• **Your objective**: Would you go through the records below and copy each line with the string "Bairro"?
-.-.-
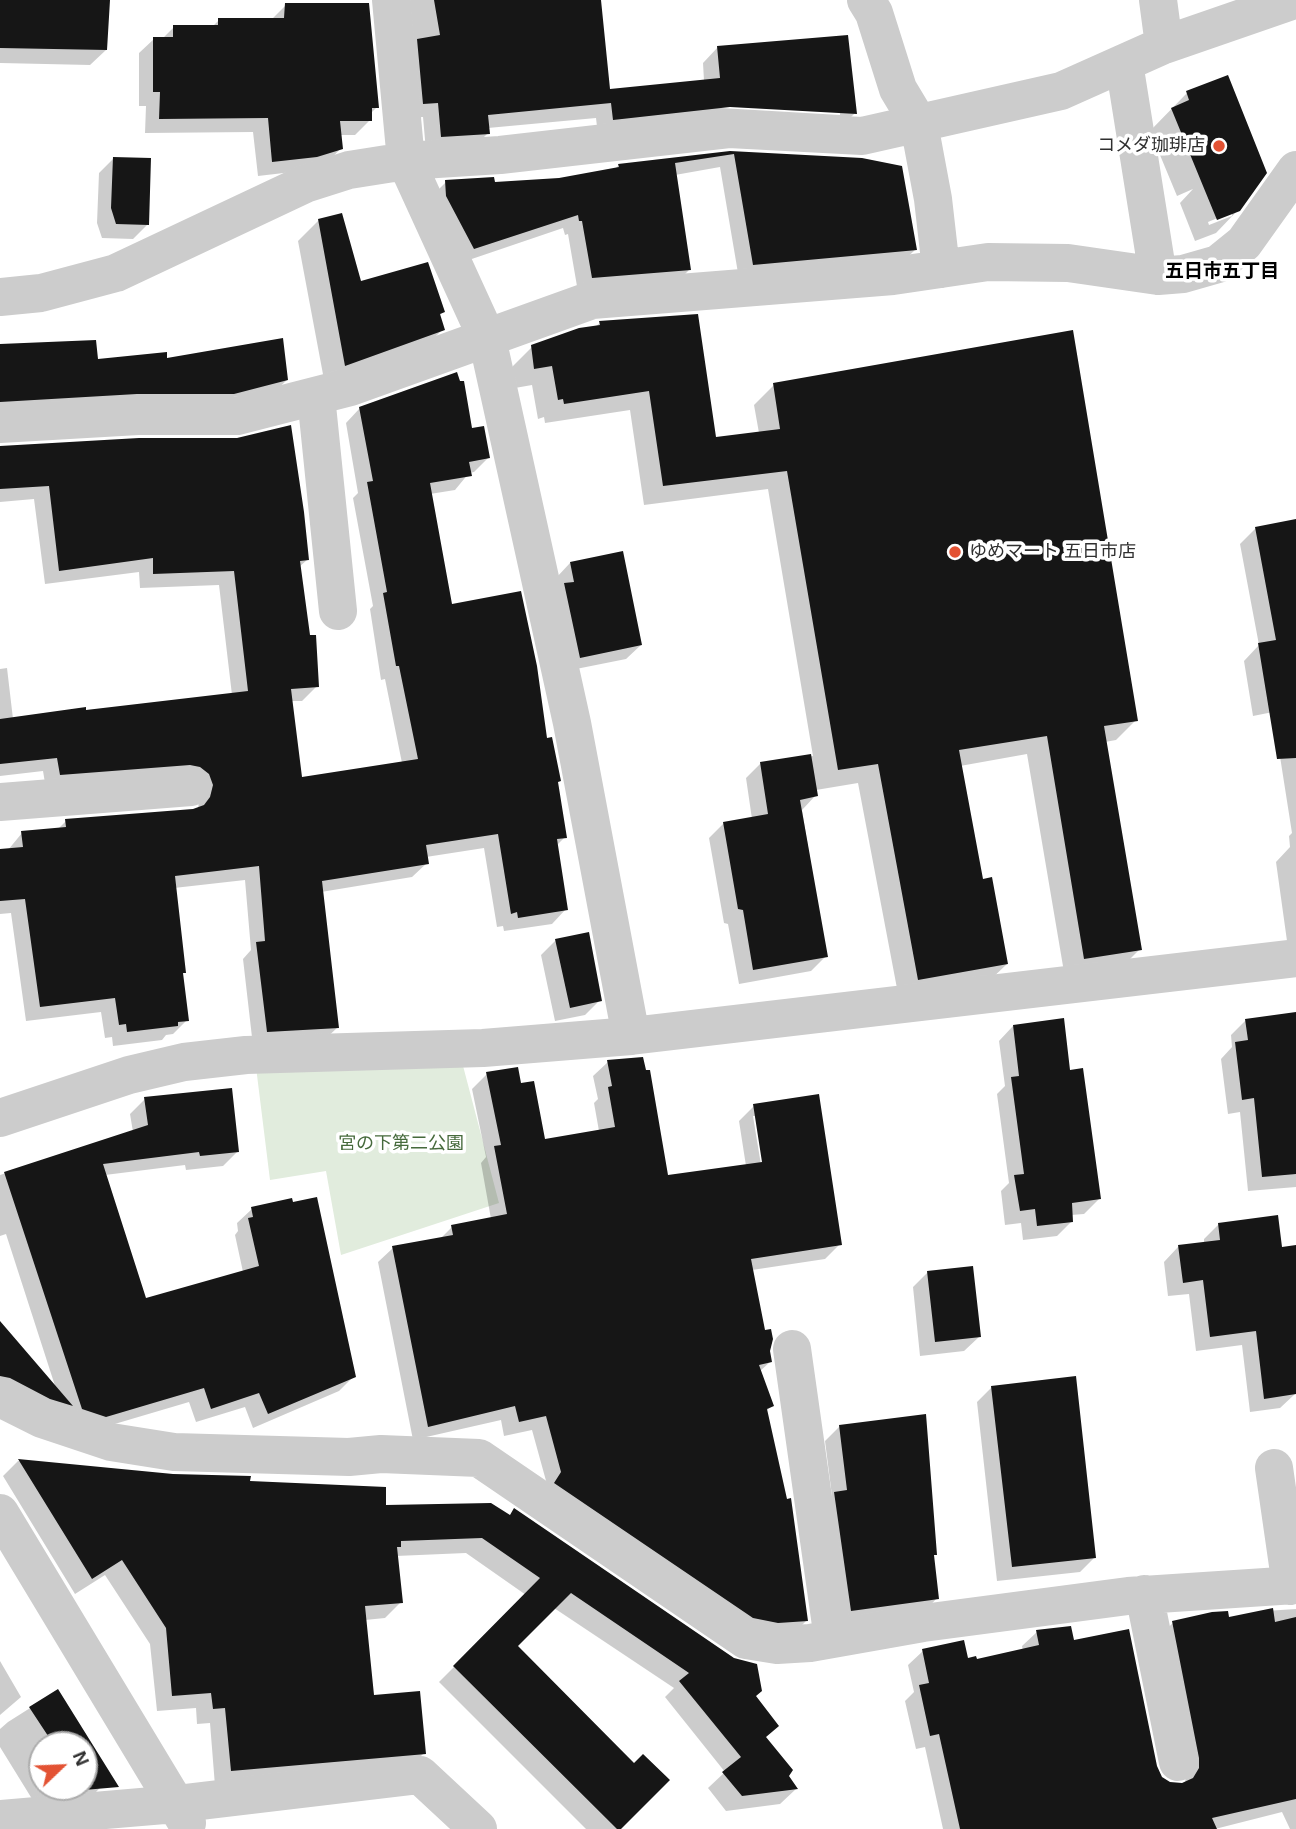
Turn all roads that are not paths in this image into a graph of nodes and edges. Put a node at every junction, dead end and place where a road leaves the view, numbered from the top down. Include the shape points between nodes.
1 (391, 0) edge
2 (866, 0) edge
3 (1158, 0) edge
4 (1294, 0) edge
5 (1164, 45) junction
6 (1124, 63) junction
7 (919, 124) junction
8 (405, 161) junction
9 (1296, 170) edge
10 (942, 269) junction
11 (1158, 276) junction
12 (0, 297) edge
13 (487, 338) junction
14 (316, 396) junction
15 (0, 424) edge
16 (338, 611) dead end
17 (191, 787) dead end
18 (0, 802) edge
19 (1296, 958) edge
20 (631, 1036) junction
21 (0, 1118) edge
22 (792, 1349) dead end
23 (0, 1398) edge
24 (1274, 1468) dead end
25 (0, 1513) edge
26 (1293, 1585) edge
27 (1144, 1594) junction
28 (833, 1639) junction
29 (1178, 1762) dead end
30 (183, 1816) edge
31 (0, 1819) edge
32 (478, 1829) edge

1 - 8 street
2 - 7 street via 898,89
3 - 5 street
4 - 5 street
5 - 6 street
6 - 7 street via 1061,91
6 - 11 street
7 - 8 street via 862,136 729,129
7 - 10 street
8 - 12 street via 349,170 305,184 116,273 41,293
8 - 13 street
9 - 11 street via 1244,243 1218,264
10 - 11 street via 988,262 1068,263
10 - 13 street via 592,300
13 - 14 street
13 - 20 street via 572,723
14 - 15 street via 237,416
14 - 16 street
17 - 18 street
19 - 20 street
20 - 21 street via 184,1062 129,1075
22 - 28 street
23 - 28 street via 42,1419 111,1442 174,1452 479,1458 746,1640 777,1645
24 - 26 street
25 - 30 street
26 - 27 street
27 - 28 street
27 - 29 street
30 - 31 street
30 - 32 street via 420,1775

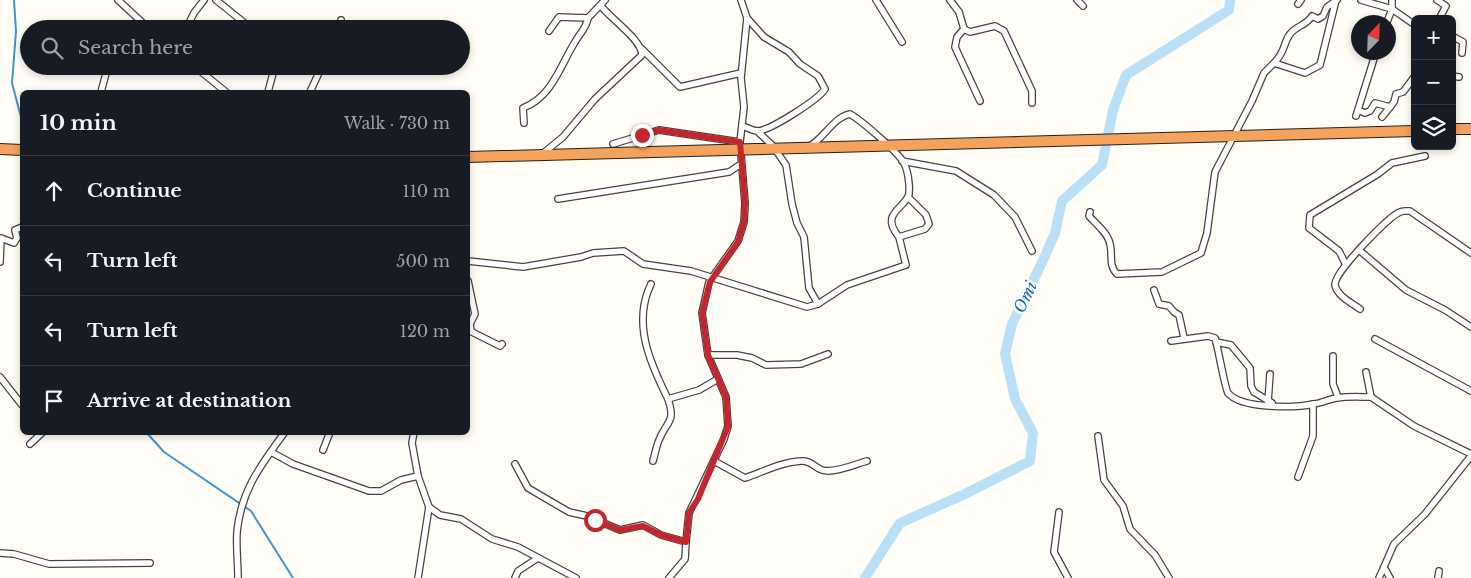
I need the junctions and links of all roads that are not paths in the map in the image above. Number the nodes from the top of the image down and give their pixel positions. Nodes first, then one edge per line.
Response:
1 (118, 0) edge
2 (204, 0) edge
3 (216, 0) edge
4 (605, 0) edge
5 (741, 0) edge
6 (876, 0) edge
7 (950, 0) edge
8 (1077, 0) edge
9 (1337, 0) edge
10 (1361, 0) edge
11 (1392, 0) edge
12 (1437, 0) edge
13 (601, 6) junction
14 (1082, 6) dead end
15 (1392, 9) junction
16 (1390, 15) edge
17 (1441, 15) edge
18 (588, 18) junction
19 (747, 18) junction
20 (137, 20) edge
21 (190, 20) edge
22 (241, 20) edge
23 (1411, 22) edge
24 (964, 29) junction
25 (549, 31) dead end
26 (1456, 38) edge
27 (902, 42) dead end
28 (642, 49) junction
29 (1462, 53) dead end
30 (1374, 60) edge
31 (1274, 63) junction
32 (741, 73) junction
33 (104, 75) edge
34 (205, 75) edge
35 (271, 75) edge
36 (318, 75) edge
37 (1456, 77) edge
38 (1459, 77) dead end
39 (1411, 81) edge
40 (101, 90) edge
41 (224, 90) edge
42 (268, 90) edge
43 (311, 90) edge
44 (980, 101) dead end
45 (1032, 103) dead end
46 (1390, 106) junction
47 (1382, 117) dead end
48 (524, 123) dead end
49 (742, 126) junction
50 (1471, 129) edge
51 (1456, 130) edge
52 (757, 131) junction
53 (1411, 131) edge
54 (740, 142) junction
55 (612, 144) dead end
56 (772, 144) junction
57 (0, 149) edge
58 (20, 150) edge
59 (1425, 156) dead end
60 (470, 157) edge
61 (535, 160) dead end
62 (902, 161) junction
63 (741, 164) junction
64 (908, 197) junction
65 (558, 199) dead end
66 (1090, 212) dead end
67 (20, 227) edge
68 (899, 237) junction
69 (1360, 250) junction
70 (1032, 251) dead end
71 (1471, 253) edge
72 (470, 261) edge
73 (0, 262) edge
74 (1346, 263) junction
75 (713, 278) junction
76 (651, 284) dead end
77 (470, 290) edge
78 (1154, 290) dead end
79 (818, 304) junction
80 (1360, 309) dead end
81 (470, 324) edge
82 (1471, 327) edge
83 (470, 331) edge
84 (1184, 338) junction
85 (1375, 339) dead end
86 (1172, 341) dead end
87 (1216, 342) junction
88 (502, 344) dead end
89 (828, 354) dead end
90 (708, 355) junction
91 (1333, 356) dead end
92 (1366, 372) dead end
93 (1270, 374) dead end
94 (0, 377) edge
95 (718, 379) junction
96 (1471, 391) edge
97 (1371, 397) junction
98 (1338, 398) junction
99 (668, 399) junction
100 (20, 402) edge
101 (1268, 402) junction
102 (1313, 404) junction
103 (1277, 405) junction
104 (40, 435) edge
105 (283, 435) edge
106 (329, 435) edge
107 (414, 435) edge
108 (1098, 436) dead end
109 (30, 444) dead end
110 (323, 450) dead end
111 (271, 452) junction
112 (1471, 455) edge
113 (653, 461) dead end
114 (714, 461) junction
115 (868, 461) dead end
116 (515, 464) dead end
117 (418, 476) junction
118 (1298, 477) dead end
119 (429, 507) junction
120 (1059, 512) dead end
121 (686, 542) junction
122 (0, 553) edge
123 (538, 558) junction
124 (150, 563) dead end
125 (1384, 569) junction
126 (238, 578) edge
127 (418, 578) edge
128 (515, 578) edge
129 (576, 578) edge
130 (669, 578) edge
131 (1068, 578) edge
132 (1169, 578) edge
133 (1380, 578) edge
134 (1390, 578) edge

1 - 20 street
2 - 21 street
3 - 22 street
4 - 13 street
5 - 19 street
6 - 27 street
7 - 24 street
8 - 14 street
9 - 31 street
9 - 31 street
10 - 15 street
11 - 15 street
12 - 17 street
13 - 18 street
13 - 28 street
15 - 16 street
15 - 23 street
18 - 25 street
18 - 48 street
19 - 32 street
19 - 52 street
24 - 44 street
24 - 45 street
26 - 29 street
28 - 32 street
28 - 61 street
30 - 46 street
31 - 66 street
32 - 49 street
33 - 40 street
34 - 41 street
35 - 42 street
36 - 43 street
37 - 38 street
39 - 46 street
46 - 47 street
49 - 52 street
49 - 54 street
50 - 51 highway
52 - 56 street
53 - 60 highway
54 - 55 street
54 - 63 street
56 - 62 street
56 - 79 street
57 - 58 highway
59 - 74 street
62 - 64 street
62 - 70 street
63 - 65 street
63 - 75 street
64 - 68 street
64 - 68 street
67 - 73 street
68 - 79 street
69 - 71 street
69 - 74 street
69 - 82 street
72 - 75 street
74 - 80 street
75 - 79 street
75 - 90 street
76 - 99 street
77 - 81 street
78 - 84 street
83 - 88 street
84 - 86 street
84 - 87 street
85 - 96 street
87 - 101 street
87 - 103 street
89 - 90 street
90 - 95 street
91 - 98 street
92 - 97 street
93 - 101 street
94 - 100 street
95 - 99 street
95 - 114 street
97 - 98 street
97 - 112 street
98 - 102 street
99 - 113 street
101 - 103 street
102 - 103 street
102 - 118 street
104 - 109 street
105 - 111 street
106 - 110 street
107 - 117 street
108 - 132 street
111 - 117 street
111 - 126 street
112 - 125 street
114 - 115 street
114 - 121 street
116 - 121 street
117 - 119 street
119 - 123 street
119 - 127 street
120 - 131 street
121 - 130 street
122 - 124 street
123 - 128 street
123 - 129 street
125 - 133 street
125 - 134 street

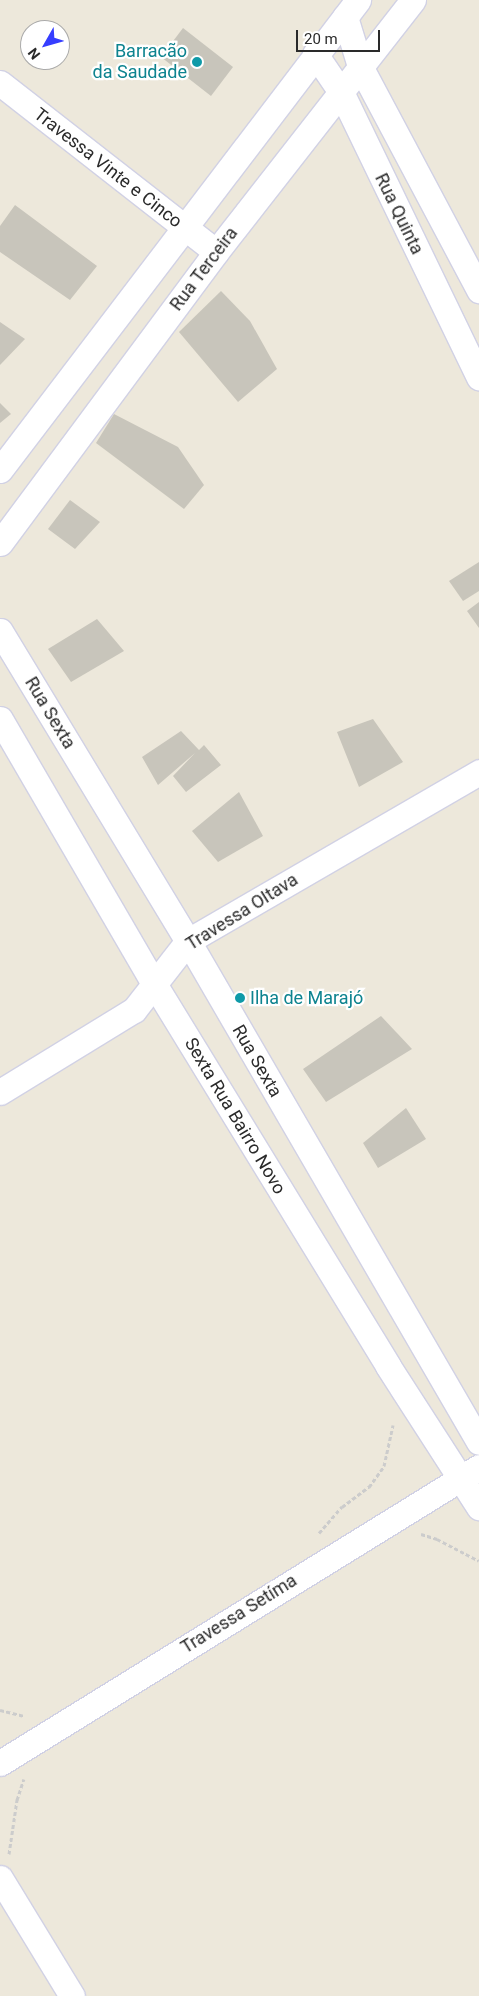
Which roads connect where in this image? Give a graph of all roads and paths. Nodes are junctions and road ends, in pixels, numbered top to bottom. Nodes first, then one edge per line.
1 (413, 0) edge
2 (351, 8) edge
3 (315, 54) junction
4 (360, 66) junction
5 (0, 83) edge
6 (341, 92) junction
7 (183, 226) junction
8 (216, 252) junction
9 (479, 290) edge
10 (479, 377) edge
11 (0, 470) edge
12 (0, 543) edge
13 (0, 631) edge
14 (0, 719) edge
15 (479, 772) edge
16 (188, 940) junction
17 (153, 982) junction
18 (0, 1092) edge
19 (395, 1418) dead end
20 (479, 1442) edge
21 (471, 1473) edge
22 (479, 1507) edge
23 (418, 1533) dead end
24 (316, 1539) dead end
25 (479, 1561) edge
26 (0, 1763) edge
27 (28, 1770) dead end
28 (0, 1878) edge
29 (72, 1996) edge

1 - 4 street, Rua Terceira
2 - 3 street
2 - 4 street, Rua Quinta
3 - 6 street, Rua Quinta
3 - 7 street
4 - 6 street, Rua Terceira
4 - 9 street, Rua Quinta
5 - 7 street, Travessa Vinte e Cinco
6 - 8 street, Rua Terceira
6 - 10 street, Rua Quinta
7 - 8 street, Travessa Vinte e Cinco
7 - 11 street
8 - 12 street, Rua Terceira
13 - 16 street, Rua Sexta
14 - 17 street, Sexta Rua Bairro Novo
15 - 16 street, Travessa OItava
16 - 17 street, Travessa OItava
16 - 20 street, Rua Sexta
17 - 18 street, Travessa OItava
17 - 21 street, Sexta Rua Bairro Novo
19 - 24 path
21 - 22 street, Sexta Rua Bairro Novo
21 - 26 street, Travessa Setíma
23 - 25 path
27 - 28 path
28 - 29 street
-.-.-
• **Solution to this problem**:
14 - 17 street, Sexta Rua Bairro Novo
17 - 21 street, Sexta Rua Bairro Novo
21 - 22 street, Sexta Rua Bairro Novo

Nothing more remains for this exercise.